[Available records Boundary: Start]

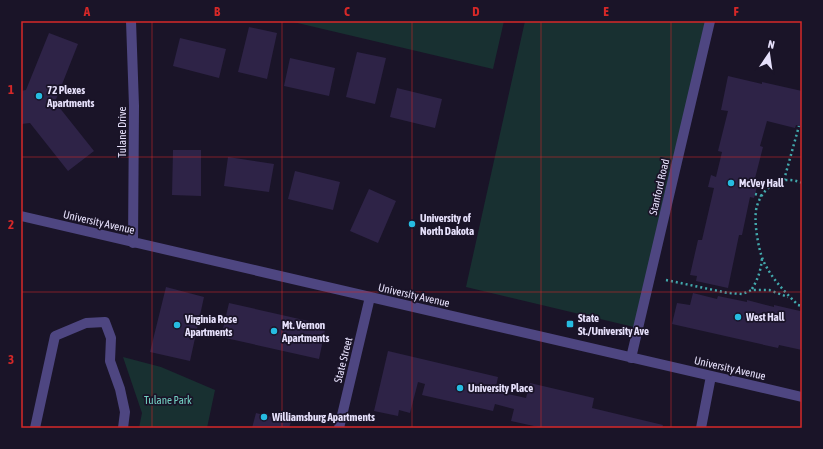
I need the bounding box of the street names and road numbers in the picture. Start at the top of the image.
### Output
street label: Tulane Drive [116,107,128,157]
street label: Stanford Road [647,158,671,216]
street label: University Avenue [62,208,136,236]
street label: University Avenue [377,281,451,309]
street label: State Street [332,336,354,384]
street label: University Avenue [693,354,767,382]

[Available records Boundary: End]

What you need to do =>
Omit the pictures; print the records above exactly.

Answer area =>
I need the bounding box of the street names and road numbers in the picture. Start at the top of the image.
### Output
street label: Tulane Drive [116,107,128,157]
street label: Stanford Road [647,158,671,216]
street label: University Avenue [62,208,136,236]
street label: University Avenue [377,281,451,309]
street label: State Street [332,336,354,384]
street label: University Avenue [693,354,767,382]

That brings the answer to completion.